* _YOUR ASSIGNMENT_
Retype the records below exactly as they stand, omitting the pictures.

* _EXERCISE INPUT_
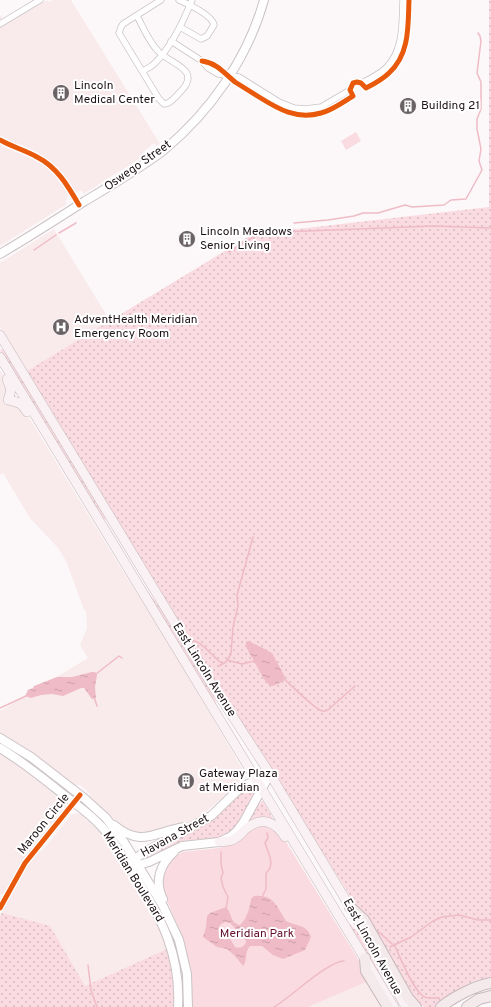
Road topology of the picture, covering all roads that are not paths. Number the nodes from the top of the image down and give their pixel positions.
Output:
1 (40, 0) edge
2 (161, 0) edge
3 (179, 0) edge
4 (264, 0) edge
5 (403, 0) edge
6 (409, 0) edge
7 (191, 3) edge
8 (136, 16) junction
9 (0, 24) edge
10 (180, 26) junction
11 (171, 41) junction
12 (162, 54) junction
13 (142, 72) junction
14 (229, 76) junction
15 (364, 86) junction
16 (350, 90) junction
17 (0, 140) edge
18 (79, 205) junction
19 (0, 254) edge
20 (0, 335) edge
21 (0, 357) edge
22 (0, 367) edge
23 (56, 449) junction
24 (0, 738) edge
25 (0, 748) edge
26 (270, 774) junction
27 (256, 780) junction
28 (262, 788) junction
29 (80, 795) junction
30 (74, 803) junction
31 (106, 818) junction
32 (190, 826) junction
33 (219, 842) junction
34 (182, 846) junction
35 (135, 858) junction
36 (139, 866) junction
37 (130, 867) junction
38 (316, 878) junction
39 (350, 907) junction
40 (0, 908) edge
41 (179, 940) junction
42 (365, 958) junction
43 (491, 983) edge
44 (462, 995) junction
45 (491, 996) edge
46 (178, 1007) edge
47 (188, 1007) edge
48 (388, 1007) edge
49 (394, 1007) edge
50 (406, 1007) edge
51 (416, 1007) edge
52 (440, 1007) edge
53 (452, 1007) edge
54 (467, 1007) edge

1 - 9 street
2 - 8 street
3 - 7 street
4 - 14 main road, Oswego Street
5 - 15 street
6 - 15 street
7 - 10 street
7 - 10 street
8 - 12 street
8 - 13 street
10 - 11 street
11 - 12 street
11 - 14 street
12 - 13 street
12 - 13 street
14 - 16 street
14 - 16 street
14 - 18 main road, Oswego Street
15 - 16 street
17 - 18 street
18 - 19 main road, Oswego Street
20 - 26 main road, East Lincoln Avenue
21 - 23 main road, East Lincoln Avenue
22 - 23 main road
23 - 27 main road, East Lincoln Avenue
24 - 29 main road, Meridian Boulevard
25 - 30 main road, Meridian Boulevard
26 - 27 main road, Havana Street
26 - 28 main road, Havana Street
26 - 39 main road, East Lincoln Avenue
27 - 28 main road, East Lincoln Avenue
27 - 32 main road, Havana Street
28 - 33 main road, Havana Street
28 - 38 main road, East Lincoln Avenue
29 - 30 street, Maroon Circle
29 - 31 main road, Meridian Boulevard
30 - 37 main road, Meridian Boulevard
30 - 40 street, Maroon Circle
31 - 32 main road
31 - 35 main road, Meridian Boulevard
32 - 35 main road, Havana Street
33 - 34 main road, Havana Street
33 - 38 main road
34 - 36 main road, Havana Street
34 - 41 main road
35 - 36 main road, Meridian Boulevard
35 - 37 main road, Havana Street
36 - 37 main road, Havana Street
36 - 41 main road, Meridian Boulevard
37 - 46 main road, Meridian Boulevard
38 - 42 main road, East Lincoln Avenue
39 - 50 main road, East Lincoln Avenue
39 - 51 highway
41 - 47 main road, Meridian Boulevard
42 - 48 highway
42 - 49 main road, East Lincoln Avenue
43 - 44 highway
44 - 52 highway
44 - 53 highway
45 - 54 highway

* _FINAL ANSWER_
Road topology of the picture, covering all roads that are not paths. Number the nodes from the top of the image down and give their pixel positions.
Output:
1 (40, 0) edge
2 (161, 0) edge
3 (179, 0) edge
4 (264, 0) edge
5 (403, 0) edge
6 (409, 0) edge
7 (191, 3) edge
8 (136, 16) junction
9 (0, 24) edge
10 (180, 26) junction
11 (171, 41) junction
12 (162, 54) junction
13 (142, 72) junction
14 (229, 76) junction
15 (364, 86) junction
16 (350, 90) junction
17 (0, 140) edge
18 (79, 205) junction
19 (0, 254) edge
20 (0, 335) edge
21 (0, 357) edge
22 (0, 367) edge
23 (56, 449) junction
24 (0, 738) edge
25 (0, 748) edge
26 (270, 774) junction
27 (256, 780) junction
28 (262, 788) junction
29 (80, 795) junction
30 (74, 803) junction
31 (106, 818) junction
32 (190, 826) junction
33 (219, 842) junction
34 (182, 846) junction
35 (135, 858) junction
36 (139, 866) junction
37 (130, 867) junction
38 (316, 878) junction
39 (350, 907) junction
40 (0, 908) edge
41 (179, 940) junction
42 (365, 958) junction
43 (491, 983) edge
44 (462, 995) junction
45 (491, 996) edge
46 (178, 1007) edge
47 (188, 1007) edge
48 (388, 1007) edge
49 (394, 1007) edge
50 (406, 1007) edge
51 (416, 1007) edge
52 (440, 1007) edge
53 (452, 1007) edge
54 (467, 1007) edge

1 - 9 street
2 - 8 street
3 - 7 street
4 - 14 main road, Oswego Street
5 - 15 street
6 - 15 street
7 - 10 street
7 - 10 street
8 - 12 street
8 - 13 street
10 - 11 street
11 - 12 street
11 - 14 street
12 - 13 street
12 - 13 street
14 - 16 street
14 - 16 street
14 - 18 main road, Oswego Street
15 - 16 street
17 - 18 street
18 - 19 main road, Oswego Street
20 - 26 main road, East Lincoln Avenue
21 - 23 main road, East Lincoln Avenue
22 - 23 main road
23 - 27 main road, East Lincoln Avenue
24 - 29 main road, Meridian Boulevard
25 - 30 main road, Meridian Boulevard
26 - 27 main road, Havana Street
26 - 28 main road, Havana Street
26 - 39 main road, East Lincoln Avenue
27 - 28 main road, East Lincoln Avenue
27 - 32 main road, Havana Street
28 - 33 main road, Havana Street
28 - 38 main road, East Lincoln Avenue
29 - 30 street, Maroon Circle
29 - 31 main road, Meridian Boulevard
30 - 37 main road, Meridian Boulevard
30 - 40 street, Maroon Circle
31 - 32 main road
31 - 35 main road, Meridian Boulevard
32 - 35 main road, Havana Street
33 - 34 main road, Havana Street
33 - 38 main road
34 - 36 main road, Havana Street
34 - 41 main road
35 - 36 main road, Meridian Boulevard
35 - 37 main road, Havana Street
36 - 37 main road, Havana Street
36 - 41 main road, Meridian Boulevard
37 - 46 main road, Meridian Boulevard
38 - 42 main road, East Lincoln Avenue
39 - 50 main road, East Lincoln Avenue
39 - 51 highway
41 - 47 main road, Meridian Boulevard
42 - 48 highway
42 - 49 main road, East Lincoln Avenue
43 - 44 highway
44 - 52 highway
44 - 53 highway
45 - 54 highway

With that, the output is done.